Het voorgestelde tweede lid van genoemd artikel regelt wanneer de ondernemer de in het eerste lid, onderdeel c, van dit artikel bedoelde informatie over twee voorafgaande kalenderjaren verstrekt. Dit is het geval als de ondernemer prestaties verricht in een lidstaat die gekozen heeft voor een periode van twee kalenderjaren waarin een ondernemer de kleineondernemersregeling niet mag toepassen na een overschrijding van de omzetdrempel.
Het derde lid van het voorgestelde artikel 25d Wet OB 1968 heeft betrekking op de informatie die de in Nederland gevestigde ondernemer moet opnemen in de actualisering van de voorafgaande kennisgeving, zoals bedoeld in artikel 25c, tweede lid, van die wet. Als de ondernemer de toepassing van de kleineondernemersregeling wil uitbreiden naar een andere lidstaat, dan dient deze ondernemer aanvullende informatie aan de inspecteur te verstrekken. De inhoud van die aanvullende informatie is afhankelijk van de informatie die de ondernemer al heeft verstrekt. In beginsel dient de ondernemer dezelfde informatie voor die andere lidstaat te verstrekken aan de inspecteur als bij de voorafgaande kennisgeving, zoals opgenomen in het eerste en tweede lid van dat artikel. Voor zover de ondernemer de aanvullende informatie al via zijn periodieke informatieverstrekking heeft gegeven, zoals bedoeld in het voorgestelde artikel 25e Wet OB 1968, is een ondernemer niet verplicht de informatie nogmaals te verstrekken.

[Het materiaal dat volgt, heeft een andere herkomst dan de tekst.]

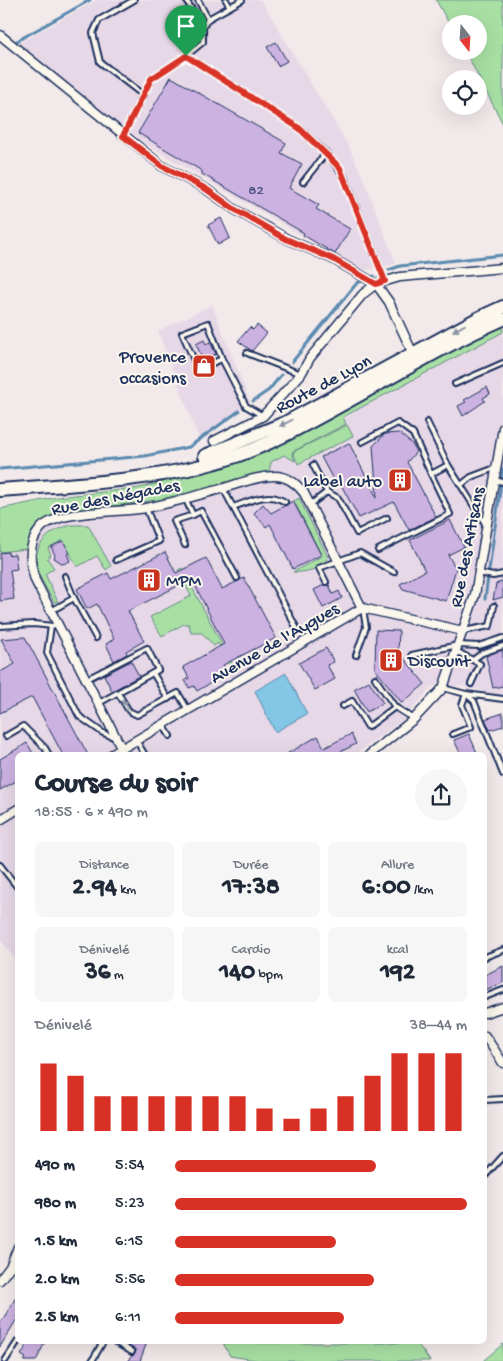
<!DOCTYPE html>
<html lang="fr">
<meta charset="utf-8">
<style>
body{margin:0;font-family:"Gochi Hand",sans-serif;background:#f6f6f7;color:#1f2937;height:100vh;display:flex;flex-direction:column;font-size:19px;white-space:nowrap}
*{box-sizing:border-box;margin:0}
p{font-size:16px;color:#747a83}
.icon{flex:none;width:28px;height:28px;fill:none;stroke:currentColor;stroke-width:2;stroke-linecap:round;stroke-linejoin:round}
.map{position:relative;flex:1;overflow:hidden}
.sheet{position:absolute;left:15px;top:752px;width:472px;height:592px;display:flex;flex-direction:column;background:#fff;border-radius:8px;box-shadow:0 5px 20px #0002}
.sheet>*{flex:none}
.needle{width:32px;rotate:163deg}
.fabs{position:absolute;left:442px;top:15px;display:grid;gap:10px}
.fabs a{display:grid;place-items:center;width:45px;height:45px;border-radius:50%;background:#fff;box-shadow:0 5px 20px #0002;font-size:25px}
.pin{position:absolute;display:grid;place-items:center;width:42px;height:42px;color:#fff;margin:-51px -21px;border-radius:50% 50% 50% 0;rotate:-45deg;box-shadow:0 0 5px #0007}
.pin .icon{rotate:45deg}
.round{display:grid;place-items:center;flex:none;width:52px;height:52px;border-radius:26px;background:#f6f6f7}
.head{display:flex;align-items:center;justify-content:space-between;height:85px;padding:0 20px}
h1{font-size:28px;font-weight:700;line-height:38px}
.figures{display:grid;grid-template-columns:repeat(3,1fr);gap:8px;height:85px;padding:5px 20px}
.figures div{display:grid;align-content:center;border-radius:8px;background:#f6f6f7;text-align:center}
.figures b{font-size:25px;font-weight:700}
.figures small{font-size:14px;font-weight:400}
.figures p{font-size:14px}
.chart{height:140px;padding:10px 20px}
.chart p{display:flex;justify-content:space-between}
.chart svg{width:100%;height:90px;margin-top:5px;stroke:#d93025;stroke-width:6}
ul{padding:0 20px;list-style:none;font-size:16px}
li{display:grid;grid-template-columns:80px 60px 1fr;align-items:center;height:38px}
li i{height:12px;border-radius:6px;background:#d93025}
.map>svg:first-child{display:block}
.built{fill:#e7d8e7}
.green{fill:#a8e0a4;stroke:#628881}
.water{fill:#84c6e5;stroke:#5a8aaf}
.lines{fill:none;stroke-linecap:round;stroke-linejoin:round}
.stream{stroke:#5a8aaf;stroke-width:3}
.building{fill:#ccb2e1;stroke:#1b2f5e}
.service-casing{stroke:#1b2f5e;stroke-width:8}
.minor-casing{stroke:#1b2f5e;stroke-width:11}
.primary-casing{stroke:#1b2f5e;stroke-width:16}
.service{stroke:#fbf7ec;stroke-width:4}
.minor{stroke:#fbf7ec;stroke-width:8}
.primary{stroke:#fbf7ec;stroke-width:12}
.oneway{fill:#8b93a5}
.route-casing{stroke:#fff;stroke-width:10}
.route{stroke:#d93025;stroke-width:6}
.labels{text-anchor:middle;stroke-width:4;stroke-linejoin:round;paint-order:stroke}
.number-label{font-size:15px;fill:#47507f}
.poi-label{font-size:18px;fill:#1b2f5e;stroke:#fbf7ec;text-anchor:end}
.street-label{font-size:18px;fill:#1b2f5e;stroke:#fbf7ec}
</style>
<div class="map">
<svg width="503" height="1361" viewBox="0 0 503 1361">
<rect width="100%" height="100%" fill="#f2e9ea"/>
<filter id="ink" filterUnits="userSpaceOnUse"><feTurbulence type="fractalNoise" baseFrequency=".02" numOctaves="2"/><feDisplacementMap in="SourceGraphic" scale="10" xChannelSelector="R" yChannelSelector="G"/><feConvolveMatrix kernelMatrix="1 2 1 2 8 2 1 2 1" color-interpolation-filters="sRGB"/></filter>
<g filter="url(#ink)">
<g class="built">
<path d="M97 0H261L349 147 364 180 396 264 362 271 270 217 128 134 17 44Z"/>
<path d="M212 305 250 402 199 439 158 331Z"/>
<path d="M503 330V696L460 686H432L403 720 354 755H18L17 962 0 939V513L177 484 278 450Z"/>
</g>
<g class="green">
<path d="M436 0H503V124L465 51H479V24H451V27Z"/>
<path d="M503 323V332L343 417 346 424 292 452 295 461 284 455 271 462 269 471 207 489 157 500 63 513 41 522 32 531 26 549 0 552V509L57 497 139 488 221 467 267 450Z"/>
<path d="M347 425 353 436 298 464 293 452Z"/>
<path d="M299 498 328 557C322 569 306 573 293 572L322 556 294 501Z"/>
<path d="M72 525H88L111 566 106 570 97 556 77 567 63 540 48 548 51 555 47 558 54 568 45 574 58 602H54C49 592 39 579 37 567 32 543 52 529 72 525Z"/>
<path d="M182 568 236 671 234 672 218 643 214 646 202 633H191L189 624H184L162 636 150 617 191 596 178 570Z"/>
<path d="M223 1343H417L430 1361H263L230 1356Z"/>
<path d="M503 1344V1361H483Z"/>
</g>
<path class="water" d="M286 673 307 714 275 732 255 691Z"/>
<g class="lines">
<g class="stream">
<path d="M15 42 90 0"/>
<path d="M389 270 400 266 503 255"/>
<path d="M373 277 374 276"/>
<path d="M292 362 357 283 362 281"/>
<path d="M253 401 269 390 281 375"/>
<path d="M0 469 145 456 189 447 239 411"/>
<path d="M485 599 503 469"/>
</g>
</g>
<g class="building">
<path d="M276 42 287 61 278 66 267 47Z"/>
<path d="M171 77 286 143 281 153 302 164 289 188 319 205 316 209 350 229 335 254 303 235 304 233 202 174V171L138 133Z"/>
<path d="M221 218 230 238 218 245 208 225Z"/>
<path d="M257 325 267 333 252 351 238 341 250 327 253 330Z"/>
<path d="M204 340 206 344 210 342 216 354 203 360 196 344Z"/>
<path d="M487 387 490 394 483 398 485 401 463 416 458 406 466 402 464 400Z"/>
<path d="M399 433 412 444 416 452 407 462 436 517 409 530 394 502 359 518 340 483 336 485 321 457 349 443 377 498 373 446 385 434Z"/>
<path d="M293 501 321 555 293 569 270 524 266 527 254 513 263 504 271 513Z"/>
<path d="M450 520 464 547 448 555 456 569 446 601 403 589 400 584 425 571 410 540Z"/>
<path d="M63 541 70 553 67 554 70 561 63 564 54 558 55 555 51 547Z"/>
<path d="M8 552V555L15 554 17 569 10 570 14 599 0 601V553Z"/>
<path d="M165 552 176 573 206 558 222 589 244 578 276 638 223 665 228 673 197 691 194 686 189 688 185 680 189 678 183 667 224 644 192 579 128 611 144 641 126 651 127 654 114 661 106 644 114 639 97 604 87 609 77 589 108 573 111 579Z"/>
<path d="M503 581V597L493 600 496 584Z"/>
<path d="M324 585H329L333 594 339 591 342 598 323 608 314 590Z"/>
<path d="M376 630 399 631 398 651 425 684 402 703 375 669Z"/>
<path d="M25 637 88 755H63L32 697 0 713V672L15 664 1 639Z"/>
<path d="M326 648 334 662 327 665 335 679 315 690 299 663Z"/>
<path d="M499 651H503V686L493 688 486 656Z"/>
<path d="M131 661 139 676 112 691 104 675Z"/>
<path d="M369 681 383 703 367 712 354 689Z"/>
<path d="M503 713V726L490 730 485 719Z"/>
<path d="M351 734 356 744 334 755H285L318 736 324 748Z"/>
<path d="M469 734 478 755H461L454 740Z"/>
<path d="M27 743 34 755H18V780L0 790V759Z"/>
<path d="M503 966V983L485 990V975Z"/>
<path d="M18 1294V1317L0 1347V1324Z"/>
<path d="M29 1342H45L36 1361H24L26 1358 21 1355Z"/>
<path d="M123 1342H147L140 1361H127L136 1352Z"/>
</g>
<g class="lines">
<g class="service-casing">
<g id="service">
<path d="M134 0 99 20 93 33 100 62 143 95"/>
<path d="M186 0 203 27"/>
<path d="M198 0 208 19"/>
<path d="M226 0 230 7"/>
<path d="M186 56 203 42V27L208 19 242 0"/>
<path d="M123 136 151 79 186 56 299 128 326 153 303 182"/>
<path d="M326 153 344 176 385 281"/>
<path d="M247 353 301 374"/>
<path d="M222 359 198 369 182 333 208 323 222 359 246 406 263 416"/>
<path d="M455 384 503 363"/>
<path d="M427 422 448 465 486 525"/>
<path d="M362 442 398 423 413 434 431 474"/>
<path d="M313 465 327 492"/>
<path d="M494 480 503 482"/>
<path d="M461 485 471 477 495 468"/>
<path d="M223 488 297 629"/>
<path d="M185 498 193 515 201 511 237 578"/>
<path d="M311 504 327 492 338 498 357 533 387 518"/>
<path d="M233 507C251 501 268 491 285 502"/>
<path d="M185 545 174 521 193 515"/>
<path d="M378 550 450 514 431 474 448 465"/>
<path d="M116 560 159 541 146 508"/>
<path d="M479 573 493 576 503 574"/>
<path d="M326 582 319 568 360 553 394 572"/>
<path d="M74 598 96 638"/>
<path d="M51 611 74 598 65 576"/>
<path d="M0 626 34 624 53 626"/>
<path d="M51 626 47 653 79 716 103 733 116 738"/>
<path d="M463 631 490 626 494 606"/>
<path d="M456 651 480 664 471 684"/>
<path d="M356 655 366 627 363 609"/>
<path d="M412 655 458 645 479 646 503 638"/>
<path d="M473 660 482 653 503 646"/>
<path d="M153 673 168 699"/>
<path d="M375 678 395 707"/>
<path d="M87 679 147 648 158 670 99 703"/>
<path d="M443 688 466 694 474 701 503 774"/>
<path d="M118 693 129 711 137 715 178 693 188 710"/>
<path d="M343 706 352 701 368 727 395 707 414 719"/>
<path d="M163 725 170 736"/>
<path d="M453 734 471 727 462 705 466 694 503 699"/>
<path d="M6 736 23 726 45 748 49 755"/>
<path d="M136 740 145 755"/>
<path d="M0 865 18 888"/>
<path d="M485 957 503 950"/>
<path d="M485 997 503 990"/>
<path d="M485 1100 503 1099"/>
<path d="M485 1176 503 1156"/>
<path d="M115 1342 132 1352"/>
<path d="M5 1361 18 1341"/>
<path d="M92 1361 103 1342"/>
</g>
</g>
<g class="minor-casing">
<g id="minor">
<path d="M0 35 162 166 206 189 234 209 287 239 333 259 376 284 389 302 414 356"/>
<path d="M214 441 263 416 301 374 310 358 363 294 376 284 400 277 503 268"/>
<path d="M122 749 35 580C30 563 27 545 40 529 57 509 120 513 146 508 172 503 199 495 224 488 241 483 257 476 275 476 288 476 297 484 304 493L362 608"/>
<path d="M111 755 362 608 463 631"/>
<path d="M369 755 414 719 443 688 475 595 503 428"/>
<path d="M0 820 18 809"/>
<path d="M485 1013 503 1007"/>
<path d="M485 1036 503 1063"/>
<path d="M0 1280 10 1267 18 1247"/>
</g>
</g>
<g class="primary-casing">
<g id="primary">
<path d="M205 456 285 423 479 318 503 307"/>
<path d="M0 490C78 484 162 481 236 456 270 444 301 427 332 410 389 379 444 345 503 319"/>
</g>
</g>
<use href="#service" class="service"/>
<use href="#minor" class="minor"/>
<use href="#primary" class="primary"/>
</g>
<defs><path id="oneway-solid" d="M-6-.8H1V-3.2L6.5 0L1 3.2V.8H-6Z" transform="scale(1.25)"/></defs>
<g class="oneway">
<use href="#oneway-solid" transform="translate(459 328) rotate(152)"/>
<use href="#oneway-solid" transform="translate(286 423) rotate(154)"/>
<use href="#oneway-solid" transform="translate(126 705) rotate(-126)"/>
</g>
</g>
<g class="lines" filter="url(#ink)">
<g class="route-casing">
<path id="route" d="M186 56 299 128 340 168 385 281 376 284 333 259 286 239 234 209 206 189 162 166 123 136 151 79Z"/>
</g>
<use href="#route" class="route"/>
</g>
<defs>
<g id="shop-square" transform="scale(1.25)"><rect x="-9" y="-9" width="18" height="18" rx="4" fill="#c8321e" stroke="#fbf7ec"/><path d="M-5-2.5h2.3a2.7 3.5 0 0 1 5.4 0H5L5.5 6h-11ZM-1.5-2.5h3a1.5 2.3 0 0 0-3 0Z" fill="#fff"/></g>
<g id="building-square" transform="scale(1.25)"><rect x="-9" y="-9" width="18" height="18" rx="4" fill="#c8321e" stroke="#fbf7ec"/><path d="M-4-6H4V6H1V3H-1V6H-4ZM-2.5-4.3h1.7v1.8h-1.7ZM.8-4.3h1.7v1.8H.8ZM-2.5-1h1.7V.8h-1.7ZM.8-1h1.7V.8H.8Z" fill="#fff"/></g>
</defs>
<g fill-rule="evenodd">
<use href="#shop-square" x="204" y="366"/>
<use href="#building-square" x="400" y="480"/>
<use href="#building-square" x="149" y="580"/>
<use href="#building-square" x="391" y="660"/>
</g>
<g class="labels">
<g class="number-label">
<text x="256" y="194">82</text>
</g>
<g class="poi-label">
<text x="186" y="362">Provence<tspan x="186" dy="21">occasions</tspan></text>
<text x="382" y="486">Label auto</text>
<text x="166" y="586" text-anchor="start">MPM</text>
<text x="408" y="666" text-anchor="start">Discount</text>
</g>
<g class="street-label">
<text transform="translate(323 383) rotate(-28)" y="6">Route de Lyon</text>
<text transform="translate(115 496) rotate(-11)" y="6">Rue des Négades</text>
<text transform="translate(466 547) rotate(-79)" y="6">Rue des Artisans</text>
<text transform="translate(274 642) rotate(-30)" y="6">Avenue de l'Aygues</text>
</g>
</g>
</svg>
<div class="fabs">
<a><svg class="needle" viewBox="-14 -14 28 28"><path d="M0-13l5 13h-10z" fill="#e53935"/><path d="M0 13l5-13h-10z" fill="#747a83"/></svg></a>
<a><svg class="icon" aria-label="locate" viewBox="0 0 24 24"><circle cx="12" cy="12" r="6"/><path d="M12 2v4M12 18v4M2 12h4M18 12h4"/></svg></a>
</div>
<div class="pin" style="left:186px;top:56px;background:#1e9e55"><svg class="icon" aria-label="arrive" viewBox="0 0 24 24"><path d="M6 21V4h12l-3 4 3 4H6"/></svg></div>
<section class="sheet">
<div class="head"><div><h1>Course du soir</h1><p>18:55 · 6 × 490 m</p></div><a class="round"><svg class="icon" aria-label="share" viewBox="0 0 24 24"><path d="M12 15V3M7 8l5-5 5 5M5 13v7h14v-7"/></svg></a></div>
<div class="figures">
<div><p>Distance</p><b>2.94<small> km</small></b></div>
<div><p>Durée</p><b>17:38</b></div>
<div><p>Allure</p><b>6:00<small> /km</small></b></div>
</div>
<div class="figures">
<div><p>Dénivelé</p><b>36<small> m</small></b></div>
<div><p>Cardio</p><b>140<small> bpm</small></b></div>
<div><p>kcal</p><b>192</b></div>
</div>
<div class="chart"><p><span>Dénivelé</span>38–44 m</p>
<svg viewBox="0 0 160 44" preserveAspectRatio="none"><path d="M5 44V11M15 44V17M25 44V27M35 44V27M45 44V27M55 44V27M65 44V27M75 44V27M85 44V33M95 44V38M105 44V33M115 44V27M125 44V17M135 44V6M145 44V6M155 44V6"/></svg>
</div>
<ul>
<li><b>490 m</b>5:54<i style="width:69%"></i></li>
<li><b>980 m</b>5:23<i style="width:100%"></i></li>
<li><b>1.5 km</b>6:15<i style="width:55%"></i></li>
<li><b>2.0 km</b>5:56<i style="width:68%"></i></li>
<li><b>2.5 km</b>6:11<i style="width:58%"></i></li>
</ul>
</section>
</div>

Het vierde lid van het voorgestelde artikel 25d Wet OB 1968 bepaalt dat de actualisering steeds het individuele nummer met het achtervoegsel «EX» van de ondernemer bevat.
Artikel 25e
Het voorgestelde artikel 25e Wet OB 1968 heeft betrekking op de verplichting voor een in Nederland gevestigde ondernemer die de kleineondernemersregeling in één of meer andere lidstaten toepast om ieder kalenderkwartaal informatie te verstrekken aan de inspecteur over de behaalde omzetten. Deze informatie dient de ondernemer op een door de inspecteur voorgeschreven wijze te verstrekken. Genoemd artikel is van toepassing ongeacht of de ondernemer ook de Nederlandse kleineondernemersregeling toepast. De ondernemer verstrekt de informatie niet alleen voor lidstaten waar de kleineondernemersregeling wordt toegepast, maar ook voor de lidstaten waar geen gebruik wordt gemaakt van de regeling. De informatie wordt voor het gehele kalenderkwartaal verstrekt, ook als de toepassing van de kleineondernemersregeling in de loop van het desbetreffende kalenderkwartaal aanvangt. De informatie wordt per lidstaat verstrekt.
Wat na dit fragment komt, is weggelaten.